Indeling (deel)energiesectoren
De indeling van het gebouw in klimatiseringssystemen en bezettingsgraad vormen tezamen de indeling in deelenergiesectoren. Aanbevolen wordt de energiesectoren zoveel mogelijk samen te voegen. Dit is toegestaan wanneer aan de volgende voorwaarden wordt voldaan:
- hetzelfde klimatiseringssysteem aanwezig is
- in meer dan 80% van de verblijfsgebieden binnen een energiesector is één ventilatiesysteem aanwezig. De volgende vier ventilatiesystemen kunnen worden onderscheiden:
-
natuurlijke luchttoe- en afvoer (natuurlijke ventilatie)
-
natuurlijke luchttoe- en mechanische luchtafvoer (mechanische ventilatie)
-
mechanische luchttoe- en natuurlijke luchtafvoer (wordt vrijwel nooit toegepast)
-
mechanische luchttoe- en afvoer (gebalanceerde ventilatie, eventueel met warmteterugwinning)
- de binnentemperatuur volgens NEN 2916 gelijk is. Matig verwarmde sportfuncties en gezondheidszorgfuncties klinisch (bedgebonden) moeten als aparte energiesector worden beschouwd. Als de uitzonderingsregel, 90% regel, van toepassing is mag alsnog worden samengevoegd.
- de minimum vereiste ventilatie verschilt niet meer dan een factor 4. Aan deze voorwaarde hoeft niet te worden voldaan als de oppervlakten in open verbinding staan (tribunes naast een sporthal) of als over meer dan 80% van de gebruiksoppervlakte van die verblijfsgebieden dezelfde minimale ventilatiecapaciteit vereist is.

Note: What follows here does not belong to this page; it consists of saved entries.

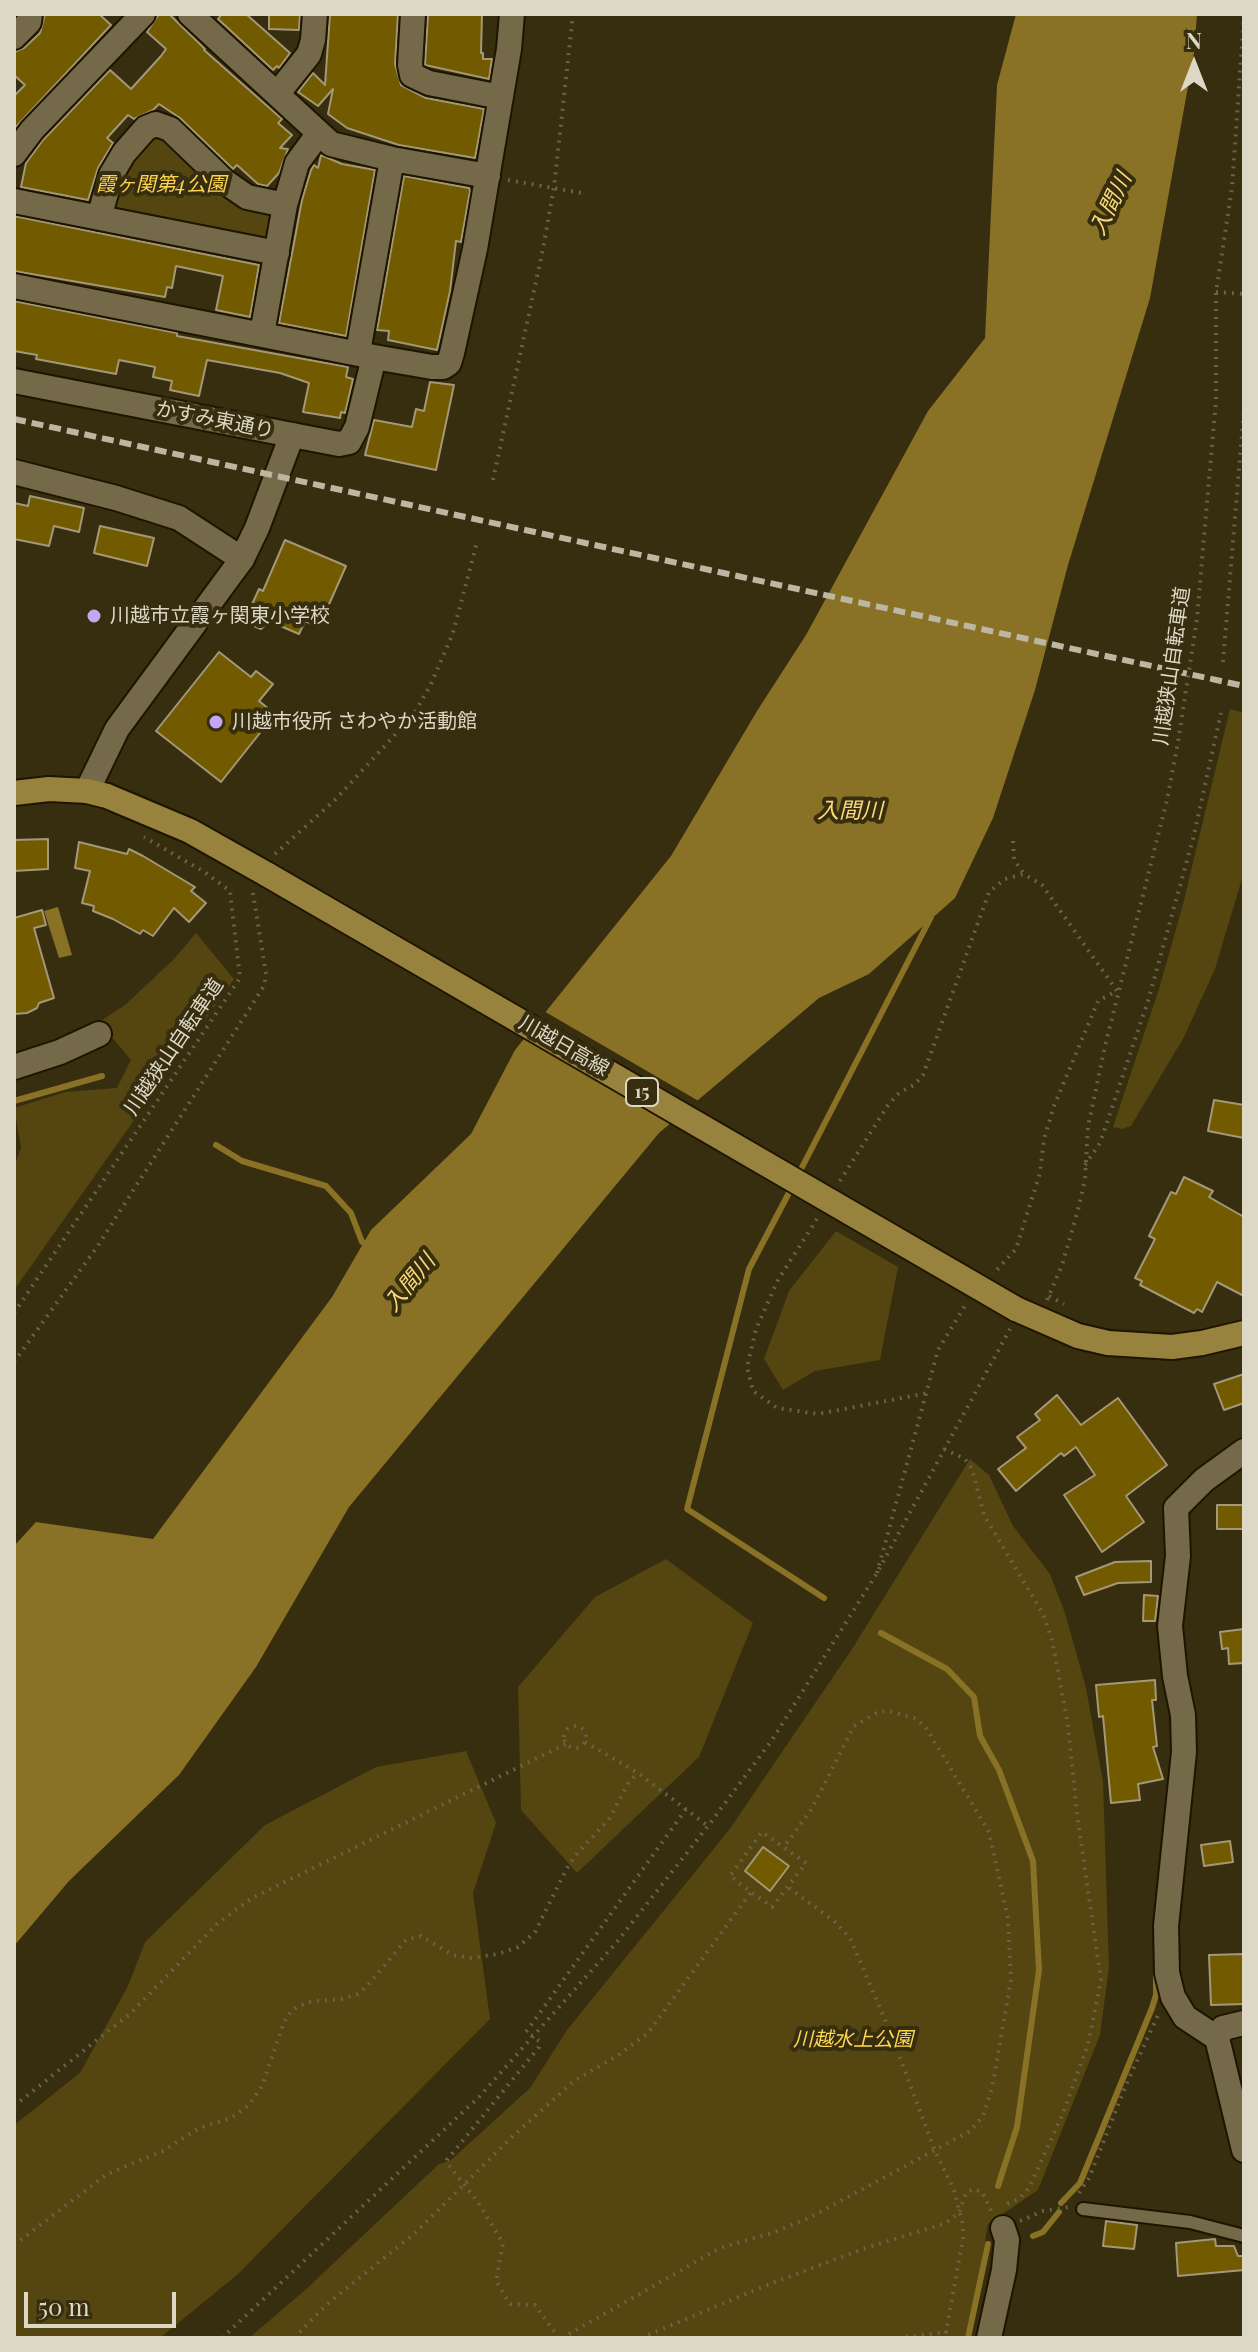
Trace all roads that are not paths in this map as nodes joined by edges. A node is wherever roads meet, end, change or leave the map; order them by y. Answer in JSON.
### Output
{"nodes":[{"id":1,"x":30,"y":14,"type":"edge"},
{"id":2,"x":143,"y":14,"type":"edge"},
{"id":3,"x":190,"y":14,"type":"edge"},
{"id":4,"x":315,"y":14,"type":"edge"},
{"id":5,"x":413,"y":14,"type":"edge"},
{"id":6,"x":512,"y":14,"type":"edge"},
{"id":7,"x":14,"y":37,"type":"edge"},
{"id":8,"x":278,"y":93,"type":"junction"},
{"id":9,"x":501,"y":97,"type":"junction"},
{"id":10,"x":319,"y":133,"type":"junction"},
{"id":11,"x":14,"y":154,"type":"edge"},
{"id":12,"x":392,"y":159,"type":"junction"},
{"id":13,"x":497,"y":178,"type":"junction"},
{"id":14,"x":14,"y":201,"type":"edge"},
{"id":15,"x":285,"y":205,"type":"junction"},
{"id":16,"x":99,"y":218,"type":"junction"},
{"id":17,"x":277,"y":253,"type":"junction"},
{"id":18,"x":14,"y":286,"type":"edge"},
{"id":19,"x":262,"y":334,"type":"junction"},
{"id":20,"x":366,"y":354,"type":"junction"},
{"id":21,"x":14,"y":381,"type":"edge"},
{"id":22,"x":292,"y":435,"type":"junction"},
{"id":23,"x":14,"y":472,"type":"edge"},
{"id":24,"x":242,"y":559,"type":"junction"},
{"id":25,"x":87,"y":791,"type":"junction"},
{"id":26,"x":14,"y":793,"type":"edge"},
{"id":27,"x":99,"y":1034,"type":"dead end"},
{"id":28,"x":14,"y":1067,"type":"edge"},
{"id":29,"x":1244,"y":1333,"type":"edge"},
{"id":30,"x":1244,"y":1451,"type":"edge"},
{"id":31,"x":1244,"y":2023,"type":"edge"},
{"id":32,"x":1217,"y":2038,"type":"junction"},
{"id":33,"x":1244,"y":2150,"type":"edge"},
{"id":34,"x":1083,"y":2209,"type":"road end"},
{"id":35,"x":996,"y":2218,"type":"road end"},
{"id":36,"x":1244,"y":2236,"type":"edge"},
{"id":37,"x":989,"y":2338,"type":"edge"}],
"edges":[{"from":1,"to":7,"type":"street"},
{"from":2,"to":11,"type":"street"},
{"from":3,"to":8,"type":"street"},
{"from":4,"to":8,"type":"street"},
{"from":5,"to":9,"type":"street"},
{"from":6,"to":9,"type":"street"},
{"from":8,"to":10,"type":"street"},
{"from":9,"to":13,"type":"street"},
{"from":10,"to":12,"type":"street"},
{"from":10,"to":15,"type":"street"},
{"from":12,"to":13,"type":"street"},
{"from":12,"to":20,"type":"street"},
{"from":13,"to":20,"type":"street"},
{"from":14,"to":16,"type":"street"},
{"from":15,"to":16,"type":"street"},
{"from":15,"to":17,"type":"street"},
{"from":16,"to":17,"type":"street"},
{"from":17,"to":19,"type":"street"},
{"from":18,"to":19,"type":"street"},
{"from":19,"to":20,"type":"street"},
{"from":20,"to":22,"type":"street"},
{"from":21,"to":22,"type":"street","name":"かすみ東通り"},
{"from":22,"to":24,"type":"street","name":"かすみ東通り"},
{"from":23,"to":24,"type":"street"},
{"from":24,"to":25,"type":"street","name":"かすみ東通り"},
{"from":25,"to":26,"type":"main road","name":"川越日高線","number":"15"},
{"from":25,"to":29,"type":"main road","name":"川越日高線","number":"15","bridge":true},
{"from":27,"to":28,"type":"street"},
{"from":30,"to":32,"type":"street"},
{"from":31,"to":32,"type":"street"},
{"from":32,"to":33,"type":"street"},
{"from":34,"to":36,"type":"lane"},
{"from":35,"to":37,"type":"street"}]}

In het voorbeeld is sprake van twee deelsectoren met verschillende ventilatie-eisen (zie invoer bezettingsgraadklasse). De twee deelsectoren kunnen samen worden gevoegd aangezien de minimum vereiste ventilatie minder dan een factor 4 verschilt.

Gebruiksoppervlakte
Binnen de verwarmde zone ligt het gebruiksoppervlakte (Ag) van het gebouw. Het gebruiksoppervlakte is een referentiemaat in de EPC-berekening. Voor veel forfaitair bepaalde waarden, zoals bijvoorbeeld verlichting, wordt uitgegaan van een vast energiegebruik per m² gebruiksoppervlakte.
De gebruiksoppervlakte is de oppervlakte gemeten op vloerniveau, tussen de opgaande scheidingsconstructies, die de verwarmde zone(s) omhullen. De volgende oppervlakten behoren niet tot de gebruiksoppervlakte:
-
oppervlakte van vloerdelen met een netto hoogte < 1.5 m
-
trapgat, liftschacht, vide met oppervlakte > 4 m²
-
dragende binnenwanden
-
vrijstaande bouwconstructie > 0.5 m² , met uitzondering van trappen
-
leidingschachten met een horizontale doorsnede > 0.5 m²
-
nissen, uitsparingen of incidenteel uitspringende delen met oppervlakte > 0.5 m²

In bovenstaande figuur is de gebruiksoppervlakte aangegeven. De leidingschachten hebben een oppervlak kleiner dan 0.5m2 en horen dus bij de gebruiksoppervlakte. De niet gearceerde oppervlakken horen bij de woningen. De gebruiksoppervlakte van het utiliteitsgebouw is 258m2. Dit wordt in het tabblad gebruiksfuncties ingevoerd (zie indeling bezettingsgraadklassen).